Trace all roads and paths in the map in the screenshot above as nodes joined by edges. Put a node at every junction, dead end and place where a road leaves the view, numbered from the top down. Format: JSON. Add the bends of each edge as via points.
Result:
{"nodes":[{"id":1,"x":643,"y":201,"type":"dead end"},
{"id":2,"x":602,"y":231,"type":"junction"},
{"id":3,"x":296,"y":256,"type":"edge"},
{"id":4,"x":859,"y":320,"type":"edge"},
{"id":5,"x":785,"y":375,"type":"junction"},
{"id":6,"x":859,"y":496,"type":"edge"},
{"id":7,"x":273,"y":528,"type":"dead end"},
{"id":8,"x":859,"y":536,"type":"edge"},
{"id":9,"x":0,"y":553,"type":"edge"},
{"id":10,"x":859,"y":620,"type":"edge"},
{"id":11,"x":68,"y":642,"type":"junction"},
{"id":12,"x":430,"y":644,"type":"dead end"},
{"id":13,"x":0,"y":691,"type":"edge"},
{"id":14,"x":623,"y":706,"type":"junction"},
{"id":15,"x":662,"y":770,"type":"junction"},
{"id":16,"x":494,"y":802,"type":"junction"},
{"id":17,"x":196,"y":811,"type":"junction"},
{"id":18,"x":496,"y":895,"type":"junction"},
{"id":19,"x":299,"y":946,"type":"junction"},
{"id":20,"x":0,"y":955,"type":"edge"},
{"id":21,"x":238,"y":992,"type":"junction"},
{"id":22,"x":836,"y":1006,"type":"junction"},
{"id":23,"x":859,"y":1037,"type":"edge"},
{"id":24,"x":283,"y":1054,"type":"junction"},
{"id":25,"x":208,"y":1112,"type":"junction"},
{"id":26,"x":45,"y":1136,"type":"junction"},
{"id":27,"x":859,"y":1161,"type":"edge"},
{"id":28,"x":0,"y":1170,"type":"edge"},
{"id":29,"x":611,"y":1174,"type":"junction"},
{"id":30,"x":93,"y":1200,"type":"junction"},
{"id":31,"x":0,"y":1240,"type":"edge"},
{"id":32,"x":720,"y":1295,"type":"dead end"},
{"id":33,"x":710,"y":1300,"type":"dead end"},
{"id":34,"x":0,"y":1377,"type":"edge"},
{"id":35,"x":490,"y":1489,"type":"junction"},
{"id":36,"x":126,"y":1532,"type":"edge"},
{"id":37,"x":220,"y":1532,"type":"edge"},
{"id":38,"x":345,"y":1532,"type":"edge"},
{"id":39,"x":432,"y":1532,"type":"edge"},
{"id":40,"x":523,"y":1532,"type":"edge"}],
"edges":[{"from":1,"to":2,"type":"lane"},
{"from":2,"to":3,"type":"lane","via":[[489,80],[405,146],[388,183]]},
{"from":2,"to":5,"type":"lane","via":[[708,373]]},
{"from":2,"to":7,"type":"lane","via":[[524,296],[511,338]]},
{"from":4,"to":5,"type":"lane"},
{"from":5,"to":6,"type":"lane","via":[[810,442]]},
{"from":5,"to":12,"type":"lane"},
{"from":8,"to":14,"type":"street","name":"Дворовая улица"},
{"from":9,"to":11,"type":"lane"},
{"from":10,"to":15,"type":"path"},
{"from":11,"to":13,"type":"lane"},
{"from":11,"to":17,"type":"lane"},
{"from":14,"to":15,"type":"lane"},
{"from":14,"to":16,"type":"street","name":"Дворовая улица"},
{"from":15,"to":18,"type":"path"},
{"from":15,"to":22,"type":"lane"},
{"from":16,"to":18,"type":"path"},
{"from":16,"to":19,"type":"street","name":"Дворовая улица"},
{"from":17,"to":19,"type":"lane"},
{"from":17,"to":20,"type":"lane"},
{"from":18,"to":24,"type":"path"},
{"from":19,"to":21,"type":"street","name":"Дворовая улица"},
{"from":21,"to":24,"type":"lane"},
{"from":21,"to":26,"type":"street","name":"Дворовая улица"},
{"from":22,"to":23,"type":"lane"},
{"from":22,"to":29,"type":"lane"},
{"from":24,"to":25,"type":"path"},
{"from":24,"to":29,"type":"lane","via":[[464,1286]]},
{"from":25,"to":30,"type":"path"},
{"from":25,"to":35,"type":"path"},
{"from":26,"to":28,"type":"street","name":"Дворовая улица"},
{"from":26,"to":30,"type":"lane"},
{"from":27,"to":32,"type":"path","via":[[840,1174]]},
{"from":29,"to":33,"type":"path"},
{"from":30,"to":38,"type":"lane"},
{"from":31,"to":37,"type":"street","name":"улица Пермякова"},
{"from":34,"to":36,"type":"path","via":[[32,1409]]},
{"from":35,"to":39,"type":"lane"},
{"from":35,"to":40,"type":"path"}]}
*****
Pull out every line in the material above where "улица" occurs.

{"from":8,"to":14,"type":"street","name":"Дворовая улица"},
{"from":14,"to":16,"type":"street","name":"Дворовая улица"},
{"from":16,"to":19,"type":"street","name":"Дворовая улица"},
{"from":19,"to":21,"type":"street","name":"Дворовая улица"},
{"from":21,"to":26,"type":"street","name":"Дворовая улица"},
{"from":26,"to":28,"type":"street","name":"Дворовая улица"},
{"from":31,"to":37,"type":"street","name":"улица Пермякова"},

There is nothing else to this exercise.